The attacks are not limited to government websites, NBC reports. Dozens of ".il" and otherwise Israeli-associated sites have been taken down or defaced.
The coordinated action began at 3 a.m. Thursday EST, the New York Times reported. Hackers attacked Web sites belonging to the Israel Defense Forces, the prime minister’s office, Israeli banks, airlines and security companies by flooding them with Web traffic, in a campaign they called #OpIsrael.
Anonymous announced the campaign on the file-sharing site PasteBin, which allows anyone to place and access simple text documents.
The document reads, in part:
“Anonymous does not support violence by the IDF or by Palestinian Resistance/Hamas. Our concern is for the children of Israel and Palestinian Territories and the rights of the people in Gaza to maintain open lines of communication with the outside world.”
A number of Twitter handles claiming to represent various factions of Anonymous list sites that hackers have compromised or taken down. Several point to a list at this PasteBin document, which has at least 50 sites serving hacker messages from various groups.
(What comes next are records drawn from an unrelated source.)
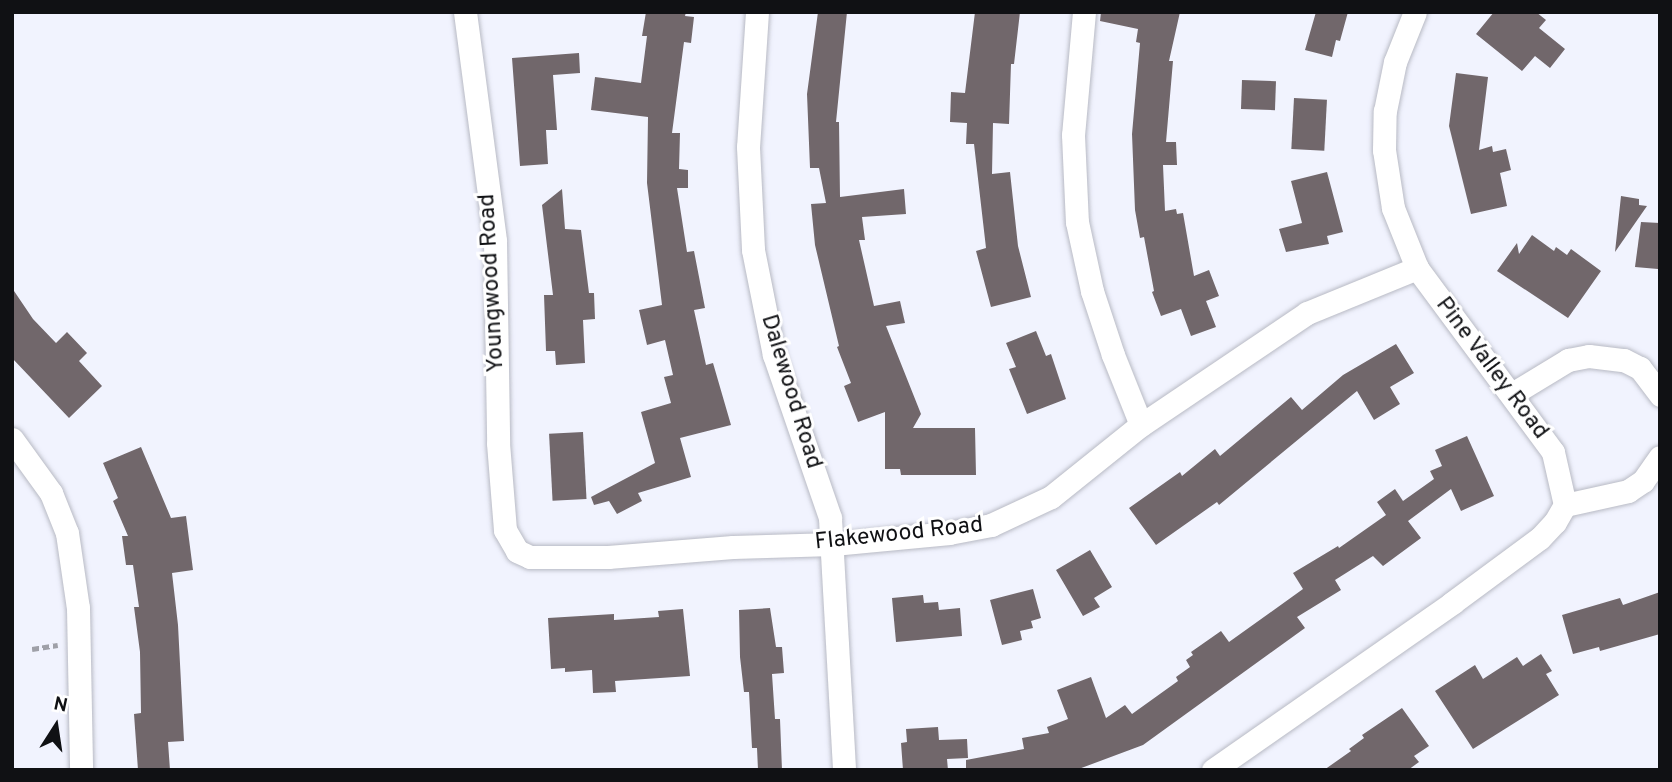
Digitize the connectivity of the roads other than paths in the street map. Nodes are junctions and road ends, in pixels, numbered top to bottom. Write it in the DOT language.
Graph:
graph roads {
  1 [pos="465,12"];
  2 [pos="757,12"];
  3 [pos="1084,12"];
  4 [pos="1415,12"];
  5 [pos="1417,268"];
  6 [pos="1512,394"];
  7 [pos="1660,395"];
  8 [pos="1141,425"];
  9 [pos="12,439"];
  10 [pos="1660,457"];
  11 [pos="1565,505"];
  12 [pos="833,544"];
  13 [pos="517,551"];
  14 [pos="81,770"];
  15 [pos="844,770"];
  16 [pos="1213,770"];
  1 -- 13 [label="street, Youngwood Road"];
  2 -- 12 [label="street, Dalewood Road"];
  3 -- 8 [label="street"];
  4 -- 5 [label="street, Pine Valley Road"];
  5 -- 6 [label="street, Pine Valley Road"];
  5 -- 8 [label="street, Flakewood Road"];
  6 -- 7 [label="street"];
  6 -- 11 [label="street, Pine Valley Road"];
  8 -- 12 [label="street, Flakewood Road"];
  9 -- 14 [label="street"];
  10 -- 11 [label="street"];
  11 -- 16 [label="street"];
  12 -- 13 [label="street, Flakewood Road"];
  12 -- 15 [label="street, Dalewood Road"];
}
The results varied. Tel Aviv's official government site fails to load, for instance, while the Israeli president's site is still up, though it's slow to respond.
Anonymous outlets are also reporting news from the area, including the locations of bombings, and sharing instructions on how to get online if the Internet is disrupted by violence or technical problems.
Though hackers boasted on Twitter that they had taken some 40 Israeli sites off-line, Radware, a computer security company, told the Times that in all but a few cases they were unsuccessful. But they did take down a blog page belonging to the IDF and replaced the home page of what they said was a private Israeli surveillance and security company with an image of Gaza in flames and the following message: “Stop bombing Gaza! Millions of Israelis & Palestinians are lying awake, exposed and terrified.”
Radware said the hackers employed very basic tools like a Low Orbit Ion Cannon, a simple open-source application that requires little technical know-how. Once the application is downloaded -- either voluntarily or via a malicious link -- the application recruits computers into a botnet, or a network of computers, that floods a designated Web site with traffic until it slows or collapses under the load.